The letter is in response to an article by Joann Wypijewski "Crisis of Faith: Carnal Knowledge" that appeared in the March 16 2009 edition of The Nation. The article concerns Father Paul Shanley who was convicted in 2005 of raping a child - on the basis of "Repressed Memory" evidence. The Massachusetts Supreme Court is set to test that conviction in the near future and to pass judgement on the credibility of "Repressed Memory".

The original article is at
http://www.thenation.com/doc/20090316/wypijewski?rel=hp_currently

The article was also published on the Alliance Support website on 9 April.

Rory Connor
10 April 2009

Repressed memory is almost unknown in my country, Ireland. There has been one conviction in the history of the state based partly on RM. It was--naturally--that of a former nun, Nora Wall (Sister Dominic of the Sisters of Mercy). In July 1999 she also became the first person in our history to get a life sentence for rape. A few days later the case collapsed when the "victim" and her "witness" gave a paid newspaper interview in which their names were published for the first time. Both had a history of false allegations that had been concealed from the defense, but one of the "witness" previous victims recognised her name and the prosecution case then fell apart.

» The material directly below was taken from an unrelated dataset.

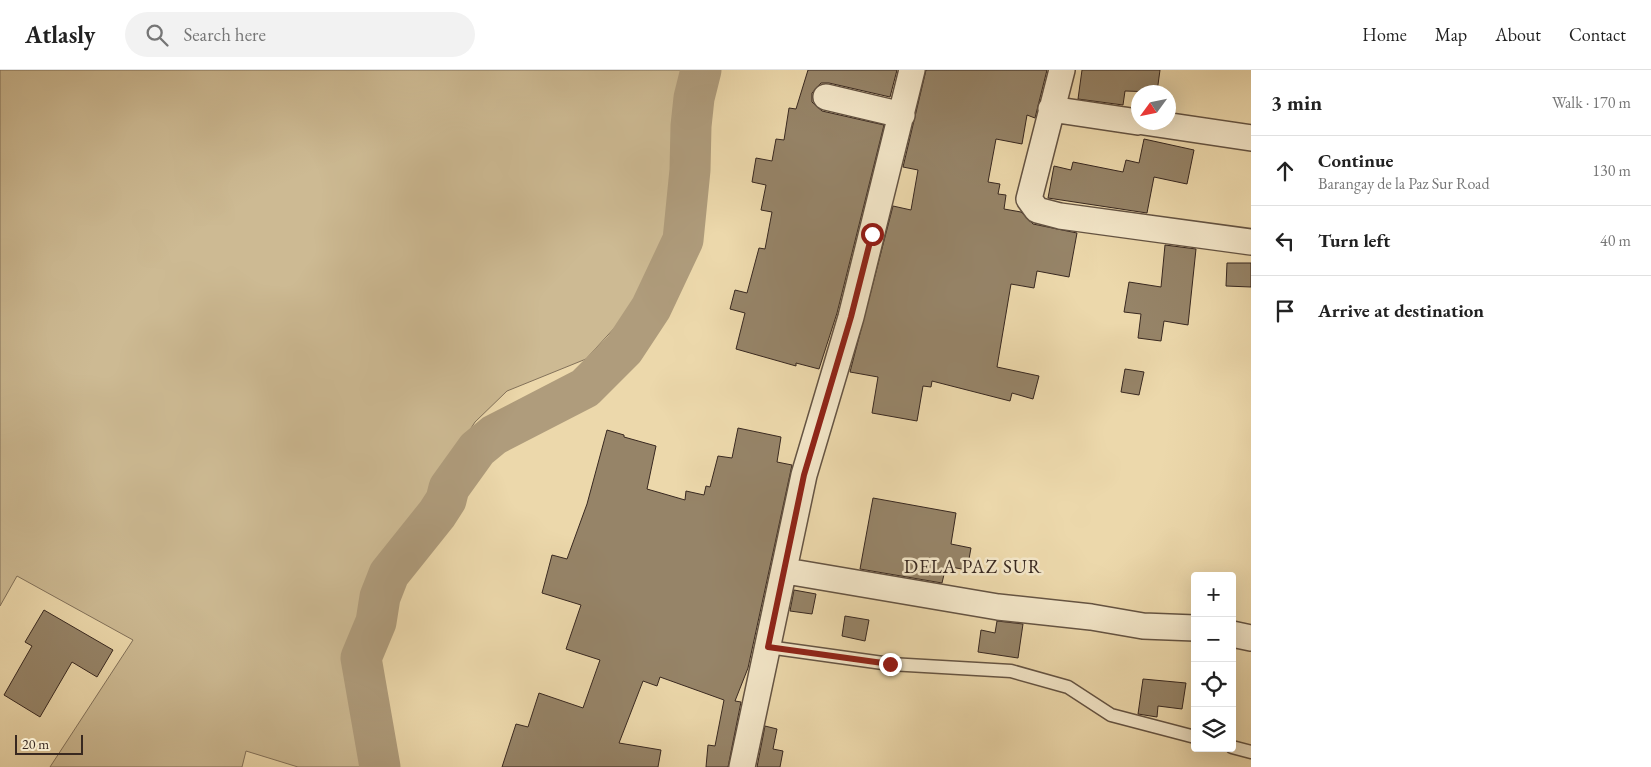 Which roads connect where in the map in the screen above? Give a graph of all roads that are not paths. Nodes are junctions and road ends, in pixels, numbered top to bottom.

There was a third unique feature about the Nora Wall case. She and her co-defendant Paul McCabe were originally accused of two rapes--one of which was alleged to have occurred on the victim's twelfth birthday. McCabe was a homeless schizophrenic and the accuser no doubt assumed that he could not produce an alibi. By an extraordinary chance there was an official record of where he was on the day--and it was nowhere near the residential institution where the rape was supposed to have happened. The jury duly found the two accused innocent on that charge, but convicted them on the other rape count--which did not specify an exact date.

If an alleged rape victim is exposed as a liar on one important issue, there is normally no way in which a jury will convict the accused. I am sure this is as true of an American jury as of an Irish one. Nora Wall was convicted because she had been a nun, i.e., because of anti-clerical hatred that is no different from the anti-Semitic variety. Paul Shanley is a very different character, but the reason for his conviction is the same.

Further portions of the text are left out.